Peut-être le germe de notre cruauté future se trouvait-il déjà dans cette
fièvre de savoir ?
    Jérôme, à ton poste ! Nous prenons la mer !
    Plutôt nous gagnons Lisbonne, où tout a commencé.

 
     
     
     
     
     
I
La curiosité

 
     
     
     
     
    Je suis né à Gênes, qui est une prison naturelle. De trois
côtés, vous vous heurtez à la montagne. Reste le quatrième : la mer. C’est
par elle que les habitants s’échappent, chacun à sa manière. Les uns
commercent, les autres naviguent. Je crois que les tout premiers pas de mon
frère l’ont conduit au port.
    Moi, j’ai mis plus de temps à m’enfuir.
     
    *
    *  *
     
    — Pourquoi t’embaucherais-je ?
    Ainsi, par cette question aussi méprisante que légitime, m’accueillit
le royaume de Portugal en ce printemps 1469. Je n’avais pas seize ans. Je m’étais
contenté de suivre le flux : de l’Europe entière on accourait vers
Lisbonne. Soit qu’on vous ait chassé de votre domicile, comme les savants juifs
de Majorque, soudain jugés indésirables par le Roi de Catalogne. Soit que vos
connaissances aient intéressé les monarques portugais, qui avaient les moyens
(sonnants et trébuchants) de vous attirer. J’entrais, à l’évidence, dans une
catégorie plus subalterne. J’avais entendu un client de mon père, aussi gros
buveur que bien renseigné, raconter qu’une forte colonie de Génois s’était
installée sur les bords du Tage pour y exercer le métier de cartographe.

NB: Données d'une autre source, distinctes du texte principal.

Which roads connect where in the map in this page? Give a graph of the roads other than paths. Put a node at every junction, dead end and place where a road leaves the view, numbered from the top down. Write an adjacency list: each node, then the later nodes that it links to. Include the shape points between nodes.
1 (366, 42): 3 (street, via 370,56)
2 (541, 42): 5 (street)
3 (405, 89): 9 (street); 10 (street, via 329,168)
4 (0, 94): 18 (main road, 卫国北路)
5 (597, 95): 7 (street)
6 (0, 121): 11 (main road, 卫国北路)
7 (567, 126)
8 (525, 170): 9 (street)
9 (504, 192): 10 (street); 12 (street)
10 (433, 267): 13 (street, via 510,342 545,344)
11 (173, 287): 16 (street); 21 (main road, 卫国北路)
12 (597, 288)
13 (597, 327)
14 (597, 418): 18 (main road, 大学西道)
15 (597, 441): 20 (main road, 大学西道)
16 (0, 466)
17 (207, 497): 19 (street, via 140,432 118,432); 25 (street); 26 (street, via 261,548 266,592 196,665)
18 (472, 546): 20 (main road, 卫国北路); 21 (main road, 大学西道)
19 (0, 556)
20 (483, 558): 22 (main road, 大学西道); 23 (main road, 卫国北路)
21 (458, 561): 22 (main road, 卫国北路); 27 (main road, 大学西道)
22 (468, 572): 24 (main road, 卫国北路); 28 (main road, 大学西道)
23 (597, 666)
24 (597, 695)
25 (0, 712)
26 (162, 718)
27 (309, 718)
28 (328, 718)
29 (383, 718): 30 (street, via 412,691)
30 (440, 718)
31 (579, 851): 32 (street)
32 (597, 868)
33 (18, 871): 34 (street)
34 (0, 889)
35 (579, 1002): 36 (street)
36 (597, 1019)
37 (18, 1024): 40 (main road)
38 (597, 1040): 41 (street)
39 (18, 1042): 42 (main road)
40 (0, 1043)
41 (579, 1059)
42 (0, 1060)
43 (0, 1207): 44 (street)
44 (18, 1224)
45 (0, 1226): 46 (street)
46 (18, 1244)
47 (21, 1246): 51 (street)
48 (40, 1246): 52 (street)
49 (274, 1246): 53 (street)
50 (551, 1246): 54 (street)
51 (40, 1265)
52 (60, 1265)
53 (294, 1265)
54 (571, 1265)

    Cette nouvelle m’ouvrait des perspectives. J’allais enfin me
libérer de l’emprise familiale. Je ne savais pas encore que personne ne s’évade
du destin choisi pour lui par Dieu, et qu’un esclavage bien pire m’attendait.
     
    *
    *  *
     
    C’est ainsi que je me retrouvai à pousser la porte de maître
Andrea, le plus réputé de sa corporation.
    — Pourquoi t’embaucherais-je ?
    — Parce que j’en ai envie.
    — Bonne réponse. Mais qui ne suffit pas. À te voir si
pâle, si malingre, je devine que tu n’as jamais navigué. Je me trompe ?

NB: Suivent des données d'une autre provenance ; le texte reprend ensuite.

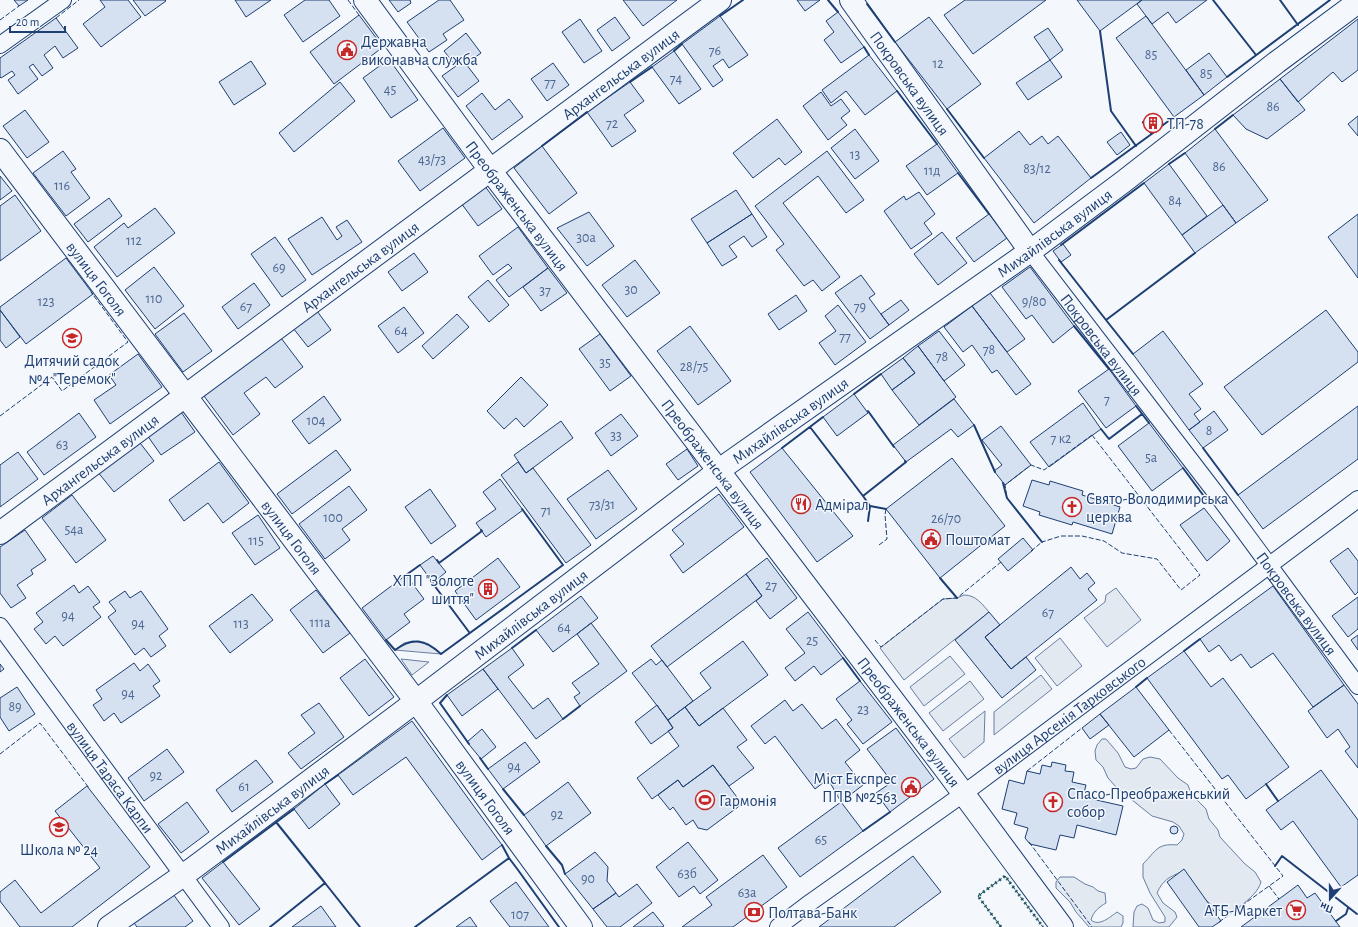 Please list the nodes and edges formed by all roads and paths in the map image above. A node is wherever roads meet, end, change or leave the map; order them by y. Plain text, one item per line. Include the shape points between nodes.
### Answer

    — Vous ne vous trompez pas.
    — Et tu es trop jeune pour avoir encore écouté beaucoup
d’histoires de marins.
    — Vous dites vrai.
    — Alors que connais-tu de la mer ?
    — Rien.
    — Qu’est-ce qu’un cartographe, d’après toi ?
    — Un homme qui… trace les limites de la terre ferme.
    — Et donc la forme de la mer. Es-tu cet homme-la ?
    — Non.
    — À quoi veux-tu me servir, si tu ne sais rien ?
Bon vent !
    Je m’en allai, serrant les poings, les larmes aux yeux de
colère et d’humiliation. Mais, juste à temps, je me rappelai mes origines. J’étais
génois, après tout ! Et un Génois ne perd pas la guerre sans livrer
combat, je retournai donc à l’atelier. Et m’exclamai :
    — Je sais… je sais…
    Dans les moments où la bonne fée Illusion prend pitié de moi
et me susurre d’une voix douce : Allons, allons, Bartolomé, ta vie n’a pas
été ce désastre que tu imagines, dans ces rares moments-là, il m’arrive de
relever la tête. Je repense à ma réaction de fierté, ce jour-là de 1469, et je
me dis qu’elle a joué son rôle dans l’histoire du monde. Sans le sursaut de mon
caractère, je passais mon chemin et n’aurais jamais bénéficié de l’immense
savoir de maître Andrea. Par suite, mon frère Christophe en aurait été aussi
privé. Se serait-il alors lancé, sans ces connaissances, dans l’invraisemblable
aventure de son voyage ?
     
    Revenons au presque enfant génois, debout, les doigts
crispés sur son petit bonnet de laine, tanguant d’un pied sur l’autre devant le
plus grand cartographe de Lisbonne. Je sais… je sais… Comment continuer ma
phrase, puisque je ne savais rien ?
    — Je sais… je sais… écrire petit.
    Cette idée m’était venue d’un coup. De même, juste avant de
sombrer, vous arrive soudain, entre deux vagues, la vision du rocher salvateur.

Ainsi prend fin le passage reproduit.